In 1972, General Secretary Erich Honecker visited Cuba and in honor of the state visit, Fidel Castro renamed an island to Ernst Thälmann Island in honor of Ernst Thälmann, the leader of the Communist Party of Germany from 1925 to 1933. Fidel Castro made a promise to hand over the island to the East German Government although it was later considered a "symbolic" transfer of land rather than a literal transfer. A bust was unveiled of Ernst Thälmann and was filmed by Aktuelle Kamera. In 1975, Frank Schöbel was sent to the island to make music videos and later a documentary was filmed partially on the island to emphasize GDR-Cuban relations.

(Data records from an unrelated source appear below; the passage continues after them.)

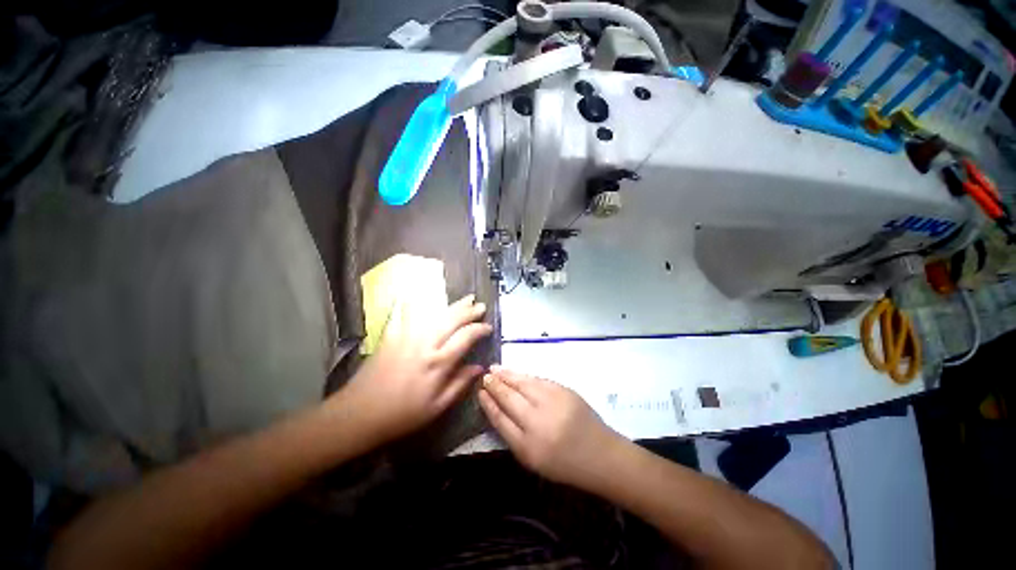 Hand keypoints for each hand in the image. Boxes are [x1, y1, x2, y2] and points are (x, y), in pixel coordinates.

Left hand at [333, 294, 492, 443]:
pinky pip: (404, 313)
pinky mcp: (391, 335)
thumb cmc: (402, 414)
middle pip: (452, 320)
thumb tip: (479, 367)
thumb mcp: (437, 407)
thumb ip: (460, 384)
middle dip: (469, 311)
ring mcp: (406, 336)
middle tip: (480, 306)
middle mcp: (425, 344)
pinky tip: (417, 294)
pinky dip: (411, 303)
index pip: (466, 337)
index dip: (480, 329)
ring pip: (434, 314)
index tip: (488, 327)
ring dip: (452, 305)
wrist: (359, 414)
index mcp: (438, 363)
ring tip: (465, 298)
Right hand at [478, 366, 623, 487]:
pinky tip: (515, 373)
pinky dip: (524, 376)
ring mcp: (552, 403)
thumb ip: (513, 435)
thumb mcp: (533, 459)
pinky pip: (537, 380)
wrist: (600, 454)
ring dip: (507, 375)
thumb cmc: (564, 463)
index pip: (500, 419)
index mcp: (528, 446)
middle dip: (495, 385)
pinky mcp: (563, 391)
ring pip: (523, 384)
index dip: (488, 404)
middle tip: (485, 376)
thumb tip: (497, 409)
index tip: (479, 392)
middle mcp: (538, 422)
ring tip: (495, 369)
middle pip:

Cuba later established formal relations with Germany and by 2000, Heidemarie Wieczorek-Zeul, German minister of development, visited Cuba. Embassies were established in both countries shortly after. In 2001, economic minister Werner Müller visited Cuba to meet with Fidel Castro to discuss trade relations. In 2015, foreign minister Frank-Walter Steinmeier visited Cuba, marking the first time a German foreign minister visited Cuba in 113 years. As of 2015, over 40 German companies had operations in Cuba.

Germany has an Academic exchange service with Cuba to promote educational ties between both nations.

==Trade==
Germany opened up a "German Office to promote trade and investment" in Cuba in 2018. Cuba cooperates with Germany on several development aid projects involving environmental protections, renewable energy, and combating climate change. Several academic.

In 2019, Cuba exported US$64.7 million worth of goods to Germany, with the largest export being rolled tobacco with over 118 million tons being exported. Germany in the same year exported US$212 million worth of goods to Cuba. Germany exports a wide variety of mechanical and industrial devices such as centrifuges and agricultural products such as wheat.

In 2020, Cuban Vice Minister of Foreign Trade and Investment Ana Teresita Gonzalez, and German ambassador to Cuba discussed ways to progress economic and trade relations. A joint German-Cuban venture, PAMAS, was created to build industrial valves, pneumatic and hydraulic components.